Stored records:
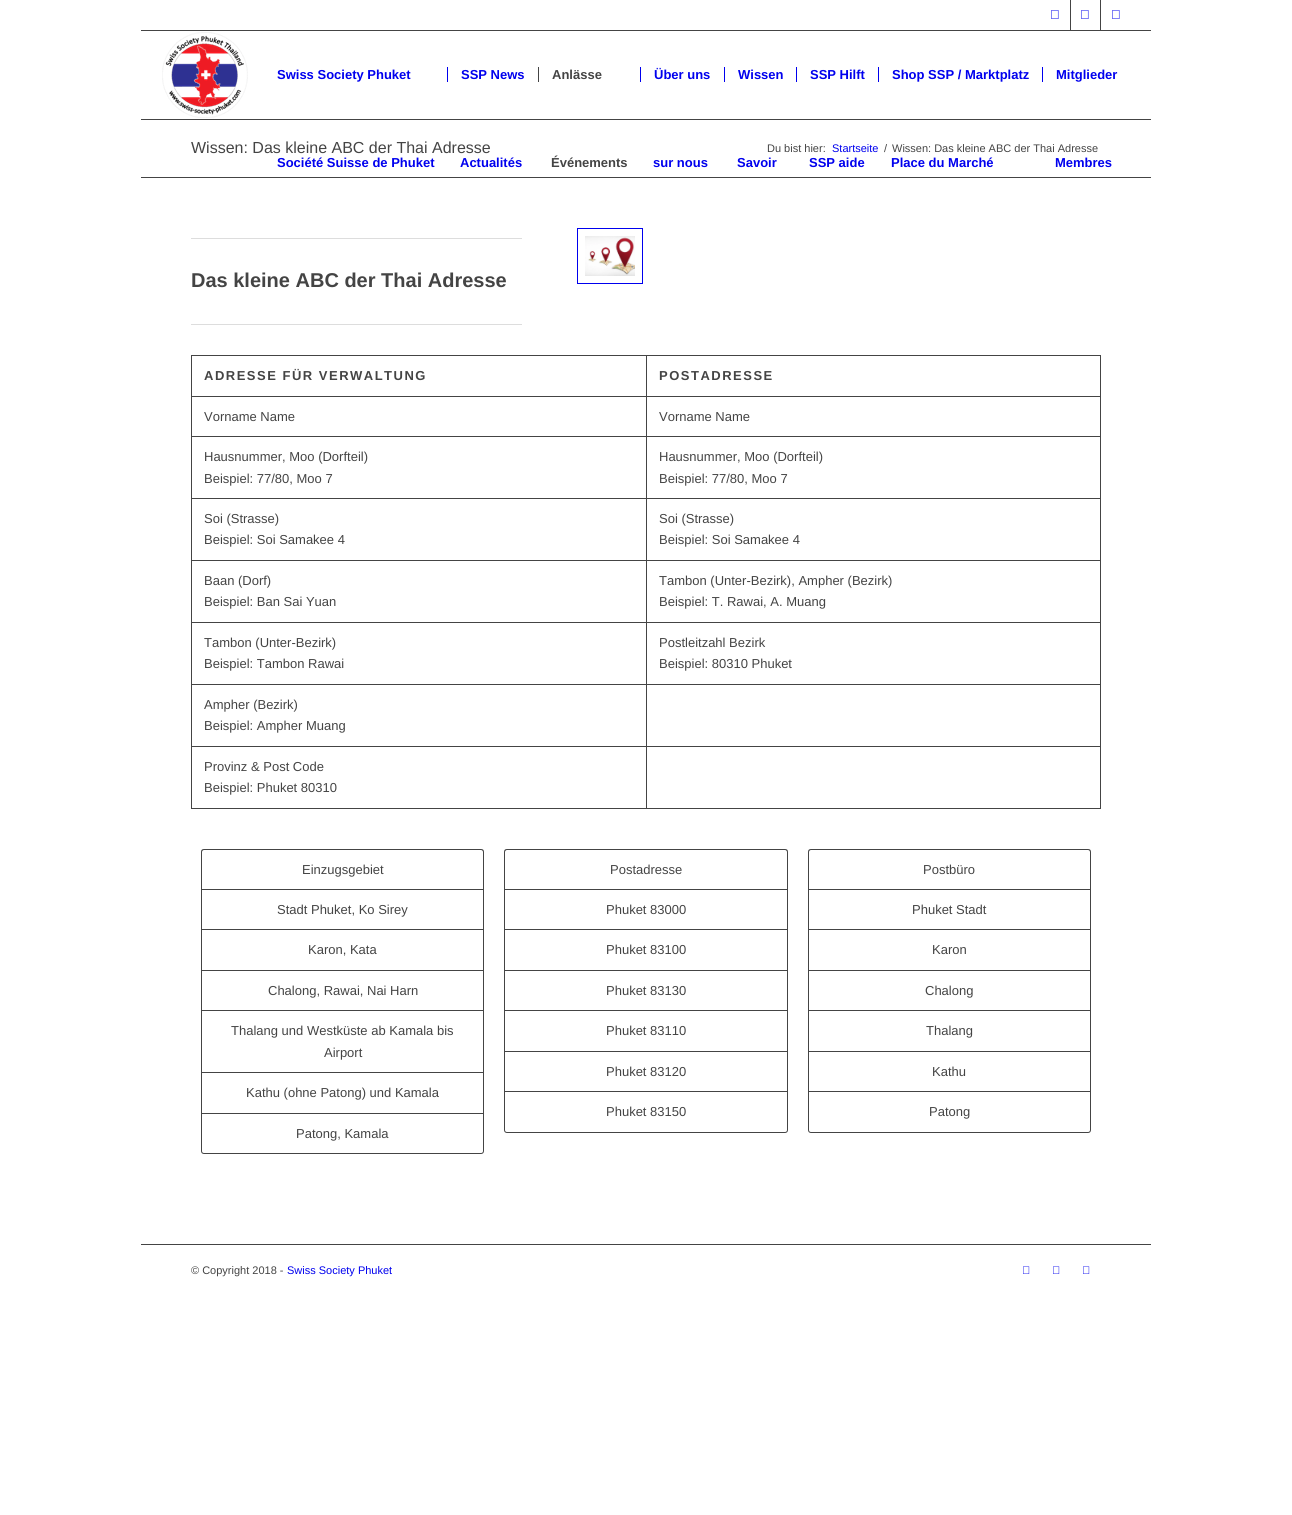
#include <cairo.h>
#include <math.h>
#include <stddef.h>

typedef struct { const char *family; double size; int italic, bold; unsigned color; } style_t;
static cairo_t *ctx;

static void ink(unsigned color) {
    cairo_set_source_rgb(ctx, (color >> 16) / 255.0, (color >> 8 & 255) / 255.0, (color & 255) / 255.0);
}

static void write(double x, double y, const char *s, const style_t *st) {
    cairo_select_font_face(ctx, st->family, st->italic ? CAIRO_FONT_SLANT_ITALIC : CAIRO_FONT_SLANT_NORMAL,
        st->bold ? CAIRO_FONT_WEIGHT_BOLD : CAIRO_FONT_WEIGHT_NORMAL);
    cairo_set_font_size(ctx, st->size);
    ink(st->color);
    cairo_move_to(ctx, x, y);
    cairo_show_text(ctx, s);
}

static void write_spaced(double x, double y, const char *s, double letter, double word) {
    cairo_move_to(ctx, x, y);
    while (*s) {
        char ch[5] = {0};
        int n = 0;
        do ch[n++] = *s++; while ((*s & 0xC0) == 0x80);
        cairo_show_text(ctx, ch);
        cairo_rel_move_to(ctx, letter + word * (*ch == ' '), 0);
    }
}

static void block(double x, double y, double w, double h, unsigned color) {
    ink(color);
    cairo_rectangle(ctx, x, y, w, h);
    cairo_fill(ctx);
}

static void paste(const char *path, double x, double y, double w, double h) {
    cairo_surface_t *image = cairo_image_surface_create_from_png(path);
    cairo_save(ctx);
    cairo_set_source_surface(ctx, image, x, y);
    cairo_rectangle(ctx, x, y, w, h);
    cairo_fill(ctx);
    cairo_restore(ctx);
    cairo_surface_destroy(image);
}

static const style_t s1 = {"Liberation Sans", 13, 0, 1, 0x0000ee};
static const style_t s2 = {"Liberation Sans", 13, 0, 1, 0x444444};
static const style_t s3 = {"Liberation Sans", 16, 0, 0, 0x444444};
static const style_t s4 = {"Liberation Sans", 11, 0, 0, 0x444444};
static const style_t s5 = {"Liberation Sans", 11, 0, 0, 0x0000ee};
static const style_t s6 = {"Liberation Sans", 20, 0, 1, 0x444444};
static const style_t s7 = {"Liberation Sans", 13, 0, 0, 0x444444};

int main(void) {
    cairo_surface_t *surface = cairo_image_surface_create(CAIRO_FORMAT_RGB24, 1292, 1515);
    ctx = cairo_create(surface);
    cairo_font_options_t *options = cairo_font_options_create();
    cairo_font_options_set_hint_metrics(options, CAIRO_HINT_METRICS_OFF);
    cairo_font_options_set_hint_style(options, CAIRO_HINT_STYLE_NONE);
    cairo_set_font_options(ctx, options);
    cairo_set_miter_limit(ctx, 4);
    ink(0xffffff);
    cairo_paint(ctx);
    block(1070, 0, 1, 30, 0x444444);
    paste("pic1.png", 1051, 10, 8, 9);
    block(1100, 0, 1, 30, 0x444444);
    paste("pic1.png", 1081, 10, 8, 9);
    paste("pic1.png", 1112, 10, 8, 9);
    block(141, 30, 1010, 1, 0x444444);
    paste("pic2.png", 162, 32, 86, 86);
    write(277, 79, "Swiss Society Phuket", &s1);
    write(277, 167, "Société Suisse de Phuket", &s1);
    write(461, 79, "SSP News", &s1);
    block(447, 67, 1, 15, 0x0000ee);
    write(460, 167, "Actualités", &s1);
    write(552, 79, "Anlässe", &s2);
    block(538, 67, 1, 15, 0x444444);
    write(551, 167, "Événements", &s2);
    write(654, 79, "Über uns", &s1);
    block(640, 67, 1, 15, 0x0000ee);
    write(653, 167, "sur nous", &s1);
    write(738, 79, "Wissen", &s1);
    block(724, 67, 1, 15, 0x0000ee);
    write(737, 167, "Savoir", &s1);
    write(810, 79, "SSP Hilft", &s1);
    block(796, 67, 1, 15, 0x0000ee);
    write(809, 167, "SSP aide", &s1);
    write(892, 79, "Shop SSP / Marktplatz", &s1);
    block(878, 67, 1, 15, 0x0000ee);
    write(891, 167, "Place du Marché", &s1);
    write(1056, 79, "Mitglieder", &s1);
    block(1042, 67, 1, 15, 0x0000ee);
    write(1055, 167, "Membres", &s1);
    block(141, 119, 1010, 1, 0x444444);
    write(191, 153, "Wissen: Das kleine ABC der Thai Adresse", &s3);
    write(767, 152, "Du bist hier:", &s4);
    write(832, 152, "Startseite", &s5);
    write(884, 152, "/", &s4);
    write(892, 152, "Wissen: Das kleine ABC der Thai Adresse", &s4);
    block(141, 177, 1010, 1, 0x444444);
    block(191, 238, 331, 1, 0xdddddd);
    write(191, 287, "Das kleine ABC der Thai Adresse", &s6);
    block(191, 324, 331, 1, 0xdddddd);
    cairo_rectangle(ctx, 577.5, 228.5, 65, 55);
    ink(0x0000ee);
    cairo_set_line_width(ctx, 1);
    cairo_stroke(ctx);
    paste("pic3.png", 585, 236, 50, 40);
    block(191, 355, 910, 1, 0x444444);
    block(1100, 396, 1, 413, 0x444444);
    block(1100, 355, 1, 42, 0x444444);
    block(646, 808, 455, 1, 0x444444);
    block(646, 746, 1, 63, 0x444444);
    block(646, 746, 455, 1, 0x444444);
    block(646, 684, 1, 63, 0x444444);
    block(646, 684, 455, 1, 0x444444);
    block(646, 622, 1, 63, 0x444444);
    block(646, 622, 455, 1, 0x444444);
    block(646, 560, 1, 63, 0x444444);
    block(646, 560, 455, 1, 0x444444);
    block(646, 498, 1, 63, 0x444444);
    block(646, 498, 455, 1, 0x444444);
    block(646, 436, 1, 63, 0x444444);
    block(646, 436, 455, 1, 0x444444);
    block(646, 396, 1, 41, 0x444444);
    block(646, 396, 455, 1, 0x444444);
    block(646, 355, 1, 42, 0x444444);
    block(191, 808, 456, 1, 0x444444);
    block(191, 746, 1, 63, 0x444444);
    block(191, 746, 456, 1, 0x444444);
    block(191, 684, 1, 63, 0x444444);
    block(191, 684, 456, 1, 0x444444);
    block(191, 622, 1, 63, 0x444444);
    block(191, 622, 456, 1, 0x444444);
    block(191, 560, 1, 63, 0x444444);
    block(191, 560, 456, 1, 0x444444);
    block(191, 498, 1, 63, 0x444444);
    block(191, 498, 456, 1, 0x444444);
    block(191, 436, 1, 63, 0x444444);
    block(191, 436, 456, 1, 0x444444);
    block(191, 396, 1, 41, 0x444444);
    block(191, 396, 456, 1, 0x444444);
    block(191, 355, 1, 42, 0x444444);
    cairo_set_font_size(ctx, 13);
    write_spaced(204, 380, "ADRESSE FÜR VERWALTUNG", 1.5, 0);
    write_spaced(659, 380, "POSTADRESSE", 1.5, 0);
    write(204, 421, "Vorname Name", &s7);
    write(659, 421, "Vorname Name", &s7);
    write(204, 461, "Hausnummer, Moo (Dorfteil)", &s7);
    write(204, 483, "Beispiel: 77/80, Moo 7", &s7);
    write(659, 461, "Hausnummer, Moo (Dorfteil)", &s7);
    write(659, 483, "Beispiel: 77/80, Moo 7", &s7);
    write(204, 523, "Soi (Strasse)", &s7);
    write(204, 544, "Beispiel: Soi Samakee 4", &s7);
    write(659, 523, "Soi (Strasse)", &s7);
    write(659, 544, "Beispiel: Soi Samakee 4", &s7);
    write(204, 585, "Baan (Dorf)", &s7);
    write(204, 606, "Beispiel: Ban Sai Yuan", &s7);
    write(659, 585, "Tambon (Unter-Bezirk), Ampher (Bezirk)", &s7);
    write(659, 606, "Beispiel: T. Rawai, A. Muang", &s7);
    write(204, 647, "Tambon (Unter-Bezirk)", &s7);
    write(204, 668, "Beispiel: Tambon Rawai", &s7);
    write(659, 647, "Postleitzahl Bezirk", &s7);
    write(659, 668, "Beispiel: 80310 Phuket", &s7);
    write(204, 709, "Ampher (Bezirk)", &s7);
    write(204, 730, "Beispiel: Ampher Muang", &s7);
    write(204, 771, "Provinz & Post Code", &s7);
    write(204, 792, "Beispiel: Phuket 80310", &s7);
    cairo_set_fill_rule(ctx, CAIRO_FILL_RULE_EVEN_ODD);
    cairo_new_path(ctx);
    cairo_move_to(ctx, 204, 849);
    cairo_line_to(ctx, 481, 849);
    cairo_curve_to(ctx, 483, 849, 484, 850, 484, 852);
    cairo_line_to(ctx, 484, 889);
    cairo_line_to(ctx, 201, 889);
    cairo_line_to(ctx, 201, 852);
    cairo_curve_to(ctx, 201, 850, 202, 849, 204, 849);
    cairo_close_path(ctx);
    cairo_move_to(ctx, 204, 850);
    cairo_line_to(ctx, 481, 850);
    cairo_curve_to(ctx, 482, 850, 483, 851, 483, 852);
    cairo_line_to(ctx, 483, 889);
    cairo_line_to(ctx, 202, 889);
    cairo_line_to(ctx, 202, 852);
    cairo_curve_to(ctx, 202, 851, 203, 850, 204, 850);
    cairo_close_path(ctx);
    cairo_fill(ctx);
    write(302, 874, "Einzugsgebiet", &s7);
    block(201, 889, 283, 1, 0x444444);
    block(483, 889, 1, 40, 0x444444);
    block(201, 889, 1, 40, 0x444444);
    write(277, 914, "Stadt Phuket, Ko Sirey", &s7);
    block(201, 929, 283, 1, 0x444444);
    block(483, 929, 1, 41, 0x444444);
    block(201, 929, 1, 41, 0x444444);
    write(308, 954, "Karon, Kata", &s7);
    block(201, 970, 283, 1, 0x444444);
    block(483, 970, 1, 40, 0x444444);
    block(201, 970, 1, 40, 0x444444);
    write(268, 995, "Chalong, Rawai, Nai Harn", &s7);
    block(201, 1010, 283, 1, 0x444444);
    block(483, 1010, 1, 62, 0x444444);
    block(201, 1010, 1, 62, 0x444444);
    write(231, 1035, "Thalang und Westküste ab Kamala bis", &s7);
    write(324, 1057, "Airport", &s7);
    block(201, 1072, 283, 1, 0x444444);
    block(483, 1072, 1, 41, 0x444444);
    block(201, 1072, 1, 41, 0x444444);
    write(246, 1097, "Kathu (ohne Patong) und Kamala", &s7);
    cairo_new_path(ctx);
    cairo_move_to(ctx, 201.5, 1113.5);
    cairo_line_to(ctx, 483.5, 1113.5);
    cairo_line_to(ctx, 483.5, 1151);
    cairo_curve_to(ctx, 483.5, 1152.5, 482.5, 1153.5, 481, 1153.5);
    cairo_line_to(ctx, 204, 1153.5);
    cairo_curve_to(ctx, 202.5, 1153.5, 201.5, 1152.5, 201.5, 1151);
    cairo_close_path(ctx);
    cairo_stroke(ctx);
    write(296, 1138, "Patong, Kamala", &s7);
    cairo_new_path(ctx);
    cairo_move_to(ctx, 507, 849);
    cairo_line_to(ctx, 785, 849);
    cairo_curve_to(ctx, 787, 849, 788, 850, 788, 852);
    cairo_line_to(ctx, 788, 889);
    cairo_line_to(ctx, 504, 889);
    cairo_line_to(ctx, 504, 852);
    cairo_curve_to(ctx, 504, 850, 505, 849, 507, 849);
    cairo_close_path(ctx);
    cairo_move_to(ctx, 507, 850);
    cairo_line_to(ctx, 785, 850);
    cairo_curve_to(ctx, 786, 850, 787, 851, 787, 852);
    cairo_line_to(ctx, 787, 889);
    cairo_line_to(ctx, 505, 889);
    cairo_line_to(ctx, 505, 852);
    cairo_curve_to(ctx, 505, 851, 506, 850, 507, 850);
    cairo_close_path(ctx);
    cairo_fill(ctx);
    write(610, 874, "Postadresse", &s7);
    block(504, 889, 284, 1, 0x444444);
    block(787, 889, 1, 40, 0x444444);
    block(504, 889, 1, 40, 0x444444);
    write(606, 914, "Phuket 83000", &s7);
    block(504, 929, 284, 1, 0x444444);
    block(787, 929, 1, 41, 0x444444);
    block(504, 929, 1, 41, 0x444444);
    write(606, 954, "Phuket 83100", &s7);
    block(504, 970, 284, 1, 0x444444);
    block(787, 970, 1, 40, 0x444444);
    block(504, 970, 1, 40, 0x444444);
    write(606, 995, "Phuket 83130", &s7);
    block(504, 1010, 284, 1, 0x444444);
    block(787, 1010, 1, 41, 0x444444);
    block(504, 1010, 1, 41, 0x444444);
    write(606, 1035, "Phuket 83110", &s7);
    block(504, 1051, 284, 1, 0x444444);
    block(787, 1051, 1, 40, 0x444444);
    block(504, 1051, 1, 40, 0x444444);
    write(606, 1076, "Phuket 83120", &s7);
    cairo_new_path(ctx);
    cairo_move_to(ctx, 504.5, 1091.5);
    cairo_line_to(ctx, 787.5, 1091.5);
    cairo_line_to(ctx, 787.5, 1130);
    cairo_curve_to(ctx, 787.5, 1131.5, 786.5, 1132.5, 785, 1132.5);
    cairo_line_to(ctx, 507, 1132.5);
    cairo_curve_to(ctx, 505.5, 1132.5, 504.5, 1131.5, 504.5, 1130);
    cairo_close_path(ctx);
    cairo_stroke(ctx);
    write(606, 1116, "Phuket 83150", &s7);
    cairo_new_path(ctx);
    cairo_move_to(ctx, 811, 849);
    cairo_line_to(ctx, 1088, 849);
    cairo_curve_to(ctx, 1090, 849, 1091, 850, 1091, 852);
    cairo_line_to(ctx, 1091, 889);
    cairo_line_to(ctx, 808, 889);
    cairo_line_to(ctx, 808, 852);
    cairo_curve_to(ctx, 808, 850, 809, 849, 811, 849);
    cairo_close_path(ctx);
    cairo_move_to(ctx, 811, 850);
    cairo_line_to(ctx, 1088, 850);
    cairo_curve_to(ctx, 1089, 850, 1090, 851, 1090, 852);
    cairo_line_to(ctx, 1090, 889);
    cairo_line_to(ctx, 809, 889);
    cairo_line_to(ctx, 809, 852);
    cairo_curve_to(ctx, 809, 851, 810, 850, 811, 850);
    cairo_close_path(ctx);
    cairo_fill(ctx);
    write(923, 874, "Postbüro", &s7);
    block(808, 889, 283, 1, 0x444444);
    block(1090, 889, 1, 40, 0x444444);
    block(808, 889, 1, 40, 0x444444);
    write(912, 914, "Phuket Stadt", &s7);
    block(808, 929, 283, 1, 0x444444);
    block(1090, 929, 1, 41, 0x444444);
    block(808, 929, 1, 41, 0x444444);
    write(932, 954, "Karon", &s7);
    block(808, 970, 283, 1, 0x444444);
    block(1090, 970, 1, 40, 0x444444);
    block(808, 970, 1, 40, 0x444444);
    write(925, 995, "Chalong", &s7);
    block(808, 1010, 283, 1, 0x444444);
    block(1090, 1010, 1, 41, 0x444444);
    block(808, 1010, 1, 41, 0x444444);
    write(926, 1035, "Thalang", &s7);
    block(808, 1051, 283, 1, 0x444444);
    block(1090, 1051, 1, 40, 0x444444);
    block(808, 1051, 1, 40, 0x444444);
    write(932, 1076, "Kathu", &s7);
    cairo_new_path(ctx);
    cairo_move_to(ctx, 808.5, 1091.5);
    cairo_line_to(ctx, 1090.5, 1091.5);
    cairo_line_to(ctx, 1090.5, 1130);
    cairo_curve_to(ctx, 1090.5, 1131.5, 1089.5, 1132.5, 1088, 1132.5);
    cairo_line_to(ctx, 811, 1132.5);
    cairo_curve_to(ctx, 809.5, 1132.5, 808.5, 1131.5, 808.5, 1130);
    cairo_close_path(ctx);
    cairo_stroke(ctx);
    write(929, 1116, "Patong", &s7);
    block(141, 1244, 1010, 1, 0x444444);
    write(191, 1274, "© Copyright 2018 -", &s4);
    write(287, 1274, "Swiss Society Phuket", &s5);
    paste("pic4.png", 1023, 1266, 7, 8);
    paste("pic4.png", 1053, 1266, 7, 8);
    paste("pic4.png", 1083, 1266, 7, 8);
    cairo_surface_write_to_png(surface, "screenshot.png");
    cairo_font_options_destroy(options);
    cairo_destroy(ctx);
    cairo_surface_destroy(surface);
    return 0;
}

• _Task description_:
In the answer, give only the lines from the top of the data above through the line with "static void write(double", reproduced exactly; no picture may appear.

• _Output_:
#include <cairo.h>
#include <math.h>
#include <stddef.h>

typedef struct { const char *family; double size; int italic, bold; unsigned color; } style_t;
static cairo_t *ctx;

static void ink(unsigned color) {
    cairo_set_source_rgb(ctx, (color >> 16) / 255.0, (color >> 8 & 255) / 255.0, (color & 255) / 255.0);
}

static void write(double x, double y, const char *s, const style_t *st) {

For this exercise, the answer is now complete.